What she hadn’t done was say a word in my direction, choosing instead to wait outside while Sheriff Miller released me from the holding cell. He hadn’t said much, but his eyes had said a lot, unspoken mirth pointing glaringly to the fact he’d found my whole ordeal more entertaining than anything else.

The direct sunshine moistened my eyes as it peeked over the eastern horizon, and her shadow stood leaning against one of the smallest cars ever created. I came to a stop at the end of the sidewalk and raised my voice across the three empty parking spaces between us. “You have got to be shitting me. I’m going to eat my knees in that f*cking thing.”

“I know,” she said gleefully, spinning in a half circle to stare at the tiny red Fiat before turning to look over her shoulder at me. She wrinkled her nose as a smirk pulled one blue eye slightly higher than the other. “Let me know if you choke. I might pull over and try to clear your airway.”

Scratching at my beard with both hands, I shook my head and laughed.

“So I guess you’re not happy about the early morning phone call.” She raised a pointed eyebrow as I walked toward her. “Or at least the accompanying drive and circumstances.”

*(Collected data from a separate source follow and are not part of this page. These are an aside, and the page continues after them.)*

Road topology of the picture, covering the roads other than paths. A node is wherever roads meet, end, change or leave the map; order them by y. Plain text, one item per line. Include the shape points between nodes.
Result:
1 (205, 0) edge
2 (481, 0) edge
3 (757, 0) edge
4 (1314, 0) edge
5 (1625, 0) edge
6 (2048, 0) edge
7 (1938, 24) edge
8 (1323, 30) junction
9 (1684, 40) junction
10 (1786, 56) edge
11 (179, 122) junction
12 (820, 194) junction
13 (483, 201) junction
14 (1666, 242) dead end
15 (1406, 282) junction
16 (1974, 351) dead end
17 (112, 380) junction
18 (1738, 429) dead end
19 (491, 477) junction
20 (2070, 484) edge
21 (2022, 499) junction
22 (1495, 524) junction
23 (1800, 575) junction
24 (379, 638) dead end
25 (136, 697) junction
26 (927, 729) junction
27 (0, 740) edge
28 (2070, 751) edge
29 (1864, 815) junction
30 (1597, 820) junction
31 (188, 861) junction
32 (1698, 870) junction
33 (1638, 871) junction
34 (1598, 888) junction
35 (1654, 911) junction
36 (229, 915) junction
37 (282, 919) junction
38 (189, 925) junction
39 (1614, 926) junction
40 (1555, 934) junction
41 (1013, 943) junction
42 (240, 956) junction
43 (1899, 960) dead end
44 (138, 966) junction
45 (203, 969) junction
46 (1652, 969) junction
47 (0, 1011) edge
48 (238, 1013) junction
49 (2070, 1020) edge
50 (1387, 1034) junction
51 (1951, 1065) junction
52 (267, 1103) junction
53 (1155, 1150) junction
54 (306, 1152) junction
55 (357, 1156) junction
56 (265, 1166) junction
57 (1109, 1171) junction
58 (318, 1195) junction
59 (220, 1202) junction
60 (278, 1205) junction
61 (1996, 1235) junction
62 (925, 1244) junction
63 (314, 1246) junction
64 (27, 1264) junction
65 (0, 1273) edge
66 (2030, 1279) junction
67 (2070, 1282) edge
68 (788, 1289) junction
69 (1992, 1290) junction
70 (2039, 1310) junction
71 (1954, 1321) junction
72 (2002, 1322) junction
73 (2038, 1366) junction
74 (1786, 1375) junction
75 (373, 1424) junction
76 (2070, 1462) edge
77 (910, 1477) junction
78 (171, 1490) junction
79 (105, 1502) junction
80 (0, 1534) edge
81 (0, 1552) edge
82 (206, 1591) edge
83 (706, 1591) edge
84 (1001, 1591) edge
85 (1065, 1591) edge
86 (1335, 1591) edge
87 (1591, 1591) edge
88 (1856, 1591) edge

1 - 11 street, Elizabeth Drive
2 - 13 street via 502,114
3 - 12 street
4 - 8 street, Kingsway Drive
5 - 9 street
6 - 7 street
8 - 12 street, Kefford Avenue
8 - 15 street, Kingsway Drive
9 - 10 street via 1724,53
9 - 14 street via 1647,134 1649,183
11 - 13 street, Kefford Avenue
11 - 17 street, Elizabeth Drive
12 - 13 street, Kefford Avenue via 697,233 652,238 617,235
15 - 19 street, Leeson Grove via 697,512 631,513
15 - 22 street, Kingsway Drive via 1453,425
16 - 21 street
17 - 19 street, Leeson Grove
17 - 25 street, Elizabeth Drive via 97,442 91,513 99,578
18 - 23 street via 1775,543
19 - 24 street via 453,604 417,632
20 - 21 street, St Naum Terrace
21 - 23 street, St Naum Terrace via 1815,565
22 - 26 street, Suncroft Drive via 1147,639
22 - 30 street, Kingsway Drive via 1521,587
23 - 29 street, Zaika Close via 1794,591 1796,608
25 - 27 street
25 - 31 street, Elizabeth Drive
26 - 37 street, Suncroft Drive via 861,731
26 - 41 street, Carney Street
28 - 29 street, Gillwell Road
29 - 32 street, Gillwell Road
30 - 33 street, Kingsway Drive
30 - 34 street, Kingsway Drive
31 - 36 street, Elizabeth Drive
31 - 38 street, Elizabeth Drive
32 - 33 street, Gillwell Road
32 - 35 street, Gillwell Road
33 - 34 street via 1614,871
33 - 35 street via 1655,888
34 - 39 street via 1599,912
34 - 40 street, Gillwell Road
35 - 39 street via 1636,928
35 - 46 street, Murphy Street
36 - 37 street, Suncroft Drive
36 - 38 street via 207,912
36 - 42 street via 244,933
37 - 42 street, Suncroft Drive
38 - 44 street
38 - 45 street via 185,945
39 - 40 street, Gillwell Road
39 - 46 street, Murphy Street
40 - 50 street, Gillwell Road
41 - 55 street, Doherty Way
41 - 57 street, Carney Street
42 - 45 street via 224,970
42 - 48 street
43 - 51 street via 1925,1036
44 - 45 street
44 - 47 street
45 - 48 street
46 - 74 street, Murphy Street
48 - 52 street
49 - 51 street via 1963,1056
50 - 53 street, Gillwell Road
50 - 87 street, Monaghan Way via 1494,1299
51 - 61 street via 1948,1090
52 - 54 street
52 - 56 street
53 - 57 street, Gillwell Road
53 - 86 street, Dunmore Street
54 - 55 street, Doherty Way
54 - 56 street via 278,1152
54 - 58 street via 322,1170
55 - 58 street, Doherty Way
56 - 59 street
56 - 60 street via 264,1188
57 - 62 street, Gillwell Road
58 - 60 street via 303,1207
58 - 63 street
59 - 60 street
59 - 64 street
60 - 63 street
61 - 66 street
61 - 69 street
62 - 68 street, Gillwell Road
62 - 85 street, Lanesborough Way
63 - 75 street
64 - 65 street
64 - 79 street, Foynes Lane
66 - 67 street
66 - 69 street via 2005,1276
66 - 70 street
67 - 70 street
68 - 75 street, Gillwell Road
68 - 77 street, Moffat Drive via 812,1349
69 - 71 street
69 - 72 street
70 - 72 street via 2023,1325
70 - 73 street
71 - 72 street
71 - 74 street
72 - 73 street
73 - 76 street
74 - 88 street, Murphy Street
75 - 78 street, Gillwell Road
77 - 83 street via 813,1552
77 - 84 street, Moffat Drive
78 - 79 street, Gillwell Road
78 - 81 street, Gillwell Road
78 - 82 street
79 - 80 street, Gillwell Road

“Perceptive of you,” she murmured as I got close enough to see, for the first time today, the tiny freckle that lived just under her right ear. It wasn’t as big or obvious as a Cindy Crawford-style beauty mark, but I’d noticed it more than once. Maybe because I spent more time staring at her than anyone else.

As I analyzed her appearance for the benefit of more than my overeager cock, I realized she looked slightly disheveled, like she’d hopped right out of bed and come straight here. I hadn’t thought about it before, but from a quick calculation of the drive time alone, I knew that’s what she must’ve done.

Moving my gaze from the top of her wild-haired head down to meet her eyes, I tried to convey how thankful I was with two simple words. “I’m sorry.”

Her wildly expressive brows activated again, and their message was doubt.

“I am. Really,” I promised defensively. I hated to admit the embarrassing truth, but I owed her at least that much. “But a guy I know from high school said some things I should have ignored but didn’t, and I didn’t know who else to call. It’s my parents’ fortieth wedding anniversary, and even if it wasn’t, there was no way I was calling them.”

“Kline?” she suggested as she looked down and noticed my hand for the first time, her eyes widening at the open, raw knuckles.

I rolled my eyes and avoided confessing her number was the only one I could remember. Cassie Phillips’s crazy ideas didn’t need that kind of substantiation or power.

“The last time I called Kline in the middle of the night he told me he was going to amputate my most loved appendage. I’ve got five inches and at least fifty pounds on the guy, but he’s clever, goddammit. He’d find a way.”

“Wes,” she pushed.

I shook my head. “On the West Coast. Some kind of recruiting trip.”

Her whole body seemed to perk up, and for the first time, I noticed her shirt. A completely ridiculous creation by a company I owned a forty percent stake in. I smothered a smile as she asked, “Where?”

“What?” I asked, confused. She wasn’t making sense, but if I was honest, I hadn’t exactly been giving all of my attention to the conversation.

“Who, how, why,” she rambled as she grew frustrated. “Where, as in what college, Numbnuts?”